House Republicans, including Lavielle, Wilms, and Wood highlighted some of the structural change in the concession package as “steps in the right direction” that they supported, but denied the notion that the deal solved Connecticut’s fiscal crisis and indicated it could lead to funding cuts and tax increases in the future.
“Connecticut taxpayers have now seen where the priorities of the legislative majority truly lie: we are facing a $5.1 billion deficit over the next two years, one month into the fiscal year we still don’t have a budget, people are suffering due to deep service cuts, and yet we spent an entire day discussing a contract with state employee unions,” said Rep. Lavielle. “The labor contract the House approved does not go far enough in achieving the savings our state desperately needs, and while it includes a few small steps on reforms that I’ve advocated for, the job is only half-done. I fear that this deal clears the way for continued future tax increases and cuts to essential services. Because it locks in the current, unaffordable union contract, every legislator who votes in favor of this deal bears responsibility for every single tax increase and service cut Connecticut residents may have to bear for the ten years until the contract expires.”
“Where we are today is a result of choices that were made by our predecessors, and we have to live with the choice they made, just like our successors will have to live with the choices we make now,” said Rep. Wilms. “I am disappointed with the choice the majority party made yesterday, because it was not the right choice for Connecticut. This SEBAC agreement does not get the job done and locks in costs for ten more years. Our successors will have to pay for this choice.”
“There are certainly some good pieces to the union agreement changes, but it fails to achieve the kind of needed savings to make a dent in this enormous $5.1 billion deficit,” said Rep. Wood. “We need to bring the expensive benefit system set up for state employees more in line with the private sector. Without significant structural changes, we will be right back where we are very soon.”
No action was taken Monday on passing a two-year budget for Connecticut. House Republicans’ attempts to call their fully-vetted, no tax-increase budget proposal for a vote were rebuffed by majority Democrats. Their first attempt took place in the form of a proposed rules change, the second in the form of an amendment to the union agreement.
“All day we were told by majority leadership that this labor agreement was the only option for the state, despite the fact that House Republicans have been asking for a vote on our balanced, no tax-increase budget since April,” said Rep. Lavielle. “This is not fair to the people of Connecticut, who deserve fair and open consideration of every viable budget option. It is unconscionable for the state to go this long without a two-year budget in place, and not voting on one is unacceptable. I will continue to advocate for taxpayers and to push for a vote on our budget regardless of what the majority party may do to block it.”
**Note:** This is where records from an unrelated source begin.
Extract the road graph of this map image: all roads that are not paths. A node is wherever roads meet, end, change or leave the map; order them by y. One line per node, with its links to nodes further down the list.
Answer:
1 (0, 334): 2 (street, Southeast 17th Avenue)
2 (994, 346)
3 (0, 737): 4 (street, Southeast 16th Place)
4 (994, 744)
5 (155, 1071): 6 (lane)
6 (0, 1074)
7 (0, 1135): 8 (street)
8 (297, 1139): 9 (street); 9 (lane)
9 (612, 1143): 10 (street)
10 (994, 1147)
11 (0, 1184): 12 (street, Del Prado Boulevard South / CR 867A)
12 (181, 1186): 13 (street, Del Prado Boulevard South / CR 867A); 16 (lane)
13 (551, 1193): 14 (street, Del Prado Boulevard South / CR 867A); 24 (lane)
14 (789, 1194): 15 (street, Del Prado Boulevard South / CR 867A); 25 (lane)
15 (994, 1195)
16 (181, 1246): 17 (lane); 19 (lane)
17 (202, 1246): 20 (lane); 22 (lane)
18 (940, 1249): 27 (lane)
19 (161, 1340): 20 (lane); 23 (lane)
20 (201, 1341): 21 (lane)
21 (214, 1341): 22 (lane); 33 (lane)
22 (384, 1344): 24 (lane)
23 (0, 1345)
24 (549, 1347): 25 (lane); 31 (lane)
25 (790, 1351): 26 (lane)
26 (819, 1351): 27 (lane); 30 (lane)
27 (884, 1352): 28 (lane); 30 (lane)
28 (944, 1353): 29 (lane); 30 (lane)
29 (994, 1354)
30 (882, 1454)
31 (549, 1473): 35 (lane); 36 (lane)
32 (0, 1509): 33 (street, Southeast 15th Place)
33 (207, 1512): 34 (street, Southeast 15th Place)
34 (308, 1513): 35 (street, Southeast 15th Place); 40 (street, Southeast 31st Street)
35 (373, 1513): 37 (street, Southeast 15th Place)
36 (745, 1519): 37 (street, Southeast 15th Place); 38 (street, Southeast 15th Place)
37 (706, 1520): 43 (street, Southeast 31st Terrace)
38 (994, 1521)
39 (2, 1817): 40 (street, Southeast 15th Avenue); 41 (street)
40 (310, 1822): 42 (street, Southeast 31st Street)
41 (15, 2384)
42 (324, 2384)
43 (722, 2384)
“We have tried on multiple occasions to bring our House Republican budget up for a vote,” said Rep. Wood. “Unfortunately, the Democrats have used their narrow majority to prevent us from even bringing it up for a debate. It is deeply troubling to me that, especially in the absence of any budget proposal from Democrats, that they refuse to even discuss our budget package and debate it on its merits. We have been prepared to do that since April.”